Fulminate mycoplasma infection and severe cutaneous vasculitis: an unusual presentation of complete MBL deficiency

A 12 year old Caucasian female presented with malaise, pyrexia and painful bullous hemorrhagic skin lesions on both upper and lower extremities. She was the second child of a healthy unrelated Caucasian couple and her past medical history was unremarkable. Laboratory tests showed raised inflammatory markers and chest radiograph showed a left lower lobe collapse. She was started on intravenous broad spectrum antibiotics and steroids, with a provisional diagnosis of vasculitis secondary to infection. Autoimmune tests (including ANCA) were negative and she had no evidence of systemic vasculitis. Given the extent of the cutaneous lesions, tests looking at the immune system and for an infection precipitant were performed. Fluid aspirate from the lesion was sterile and skin biopsy showed non specific inflammation. Mycoplasma serology titers were extremely high 1:5200 and the patient had complete mannose binding lectin deficiency (MBL). She was treated with macrolides and was started on chemoprophylaxis.
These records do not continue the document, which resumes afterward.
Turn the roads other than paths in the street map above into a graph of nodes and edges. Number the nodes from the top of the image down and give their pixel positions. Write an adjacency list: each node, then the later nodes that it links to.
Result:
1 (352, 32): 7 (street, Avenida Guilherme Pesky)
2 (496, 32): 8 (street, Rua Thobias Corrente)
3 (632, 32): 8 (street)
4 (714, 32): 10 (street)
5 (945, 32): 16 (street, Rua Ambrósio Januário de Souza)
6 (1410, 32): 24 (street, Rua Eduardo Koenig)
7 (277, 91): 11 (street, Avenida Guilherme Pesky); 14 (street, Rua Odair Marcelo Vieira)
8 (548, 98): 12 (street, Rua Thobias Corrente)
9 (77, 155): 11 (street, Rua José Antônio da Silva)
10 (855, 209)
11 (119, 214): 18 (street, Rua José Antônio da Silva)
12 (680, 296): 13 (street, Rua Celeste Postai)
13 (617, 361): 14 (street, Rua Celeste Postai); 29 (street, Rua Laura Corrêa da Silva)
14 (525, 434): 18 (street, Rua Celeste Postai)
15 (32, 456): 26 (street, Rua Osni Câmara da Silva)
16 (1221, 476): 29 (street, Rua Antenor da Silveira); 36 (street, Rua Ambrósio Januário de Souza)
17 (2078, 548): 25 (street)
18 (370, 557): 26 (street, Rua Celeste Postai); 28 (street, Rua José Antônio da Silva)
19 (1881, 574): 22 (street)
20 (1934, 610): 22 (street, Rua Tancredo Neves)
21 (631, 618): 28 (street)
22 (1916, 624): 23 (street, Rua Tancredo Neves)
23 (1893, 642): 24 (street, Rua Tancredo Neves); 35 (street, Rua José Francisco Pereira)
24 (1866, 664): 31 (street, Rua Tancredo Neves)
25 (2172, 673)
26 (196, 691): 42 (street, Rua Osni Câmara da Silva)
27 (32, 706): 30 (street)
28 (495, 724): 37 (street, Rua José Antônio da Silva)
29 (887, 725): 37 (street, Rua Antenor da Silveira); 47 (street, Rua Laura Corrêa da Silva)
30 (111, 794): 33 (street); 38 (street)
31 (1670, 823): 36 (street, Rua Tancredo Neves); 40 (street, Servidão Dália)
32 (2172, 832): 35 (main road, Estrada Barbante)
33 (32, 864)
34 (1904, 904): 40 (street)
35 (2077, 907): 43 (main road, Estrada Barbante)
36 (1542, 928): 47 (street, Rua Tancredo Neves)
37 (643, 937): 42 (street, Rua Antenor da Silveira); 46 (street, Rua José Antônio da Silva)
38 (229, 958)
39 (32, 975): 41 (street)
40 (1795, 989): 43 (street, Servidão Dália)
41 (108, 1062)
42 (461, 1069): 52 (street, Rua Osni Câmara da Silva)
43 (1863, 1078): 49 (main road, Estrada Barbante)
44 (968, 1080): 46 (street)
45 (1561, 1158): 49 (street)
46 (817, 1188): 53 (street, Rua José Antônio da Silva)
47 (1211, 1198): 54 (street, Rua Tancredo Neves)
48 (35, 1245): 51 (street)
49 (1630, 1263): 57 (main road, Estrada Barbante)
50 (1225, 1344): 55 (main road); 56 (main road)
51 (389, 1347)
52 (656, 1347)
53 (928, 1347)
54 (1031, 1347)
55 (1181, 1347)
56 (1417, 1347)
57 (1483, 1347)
Mannose binding lectin (MBL) is a serum protein believed to play an important role in the innate immune response. Defective MBL production is regarded as the most common immune deficiency in the general population, affecting approximately 5-7% of individuals. Severe MBL usually presents in the early infancy or in early childhood. Late presentation with severe clinical features such as this is not well documented. Patients with primary antibody deficiencies are susceptible to mycoplasma infections (mainly arthritis) due to defective function on the mannose binding lectin pathway. Conversely, mycoplasma is a common pathogen in the paediatric population whilst erythema multiforme associated with mycoplasma infection is a rare presentation. This case is first report in literature where complete MBL deficiency presented in late childhood with severe mycoplasma infection related severe cutaneous vasculitis and no previous history of recurrent infections.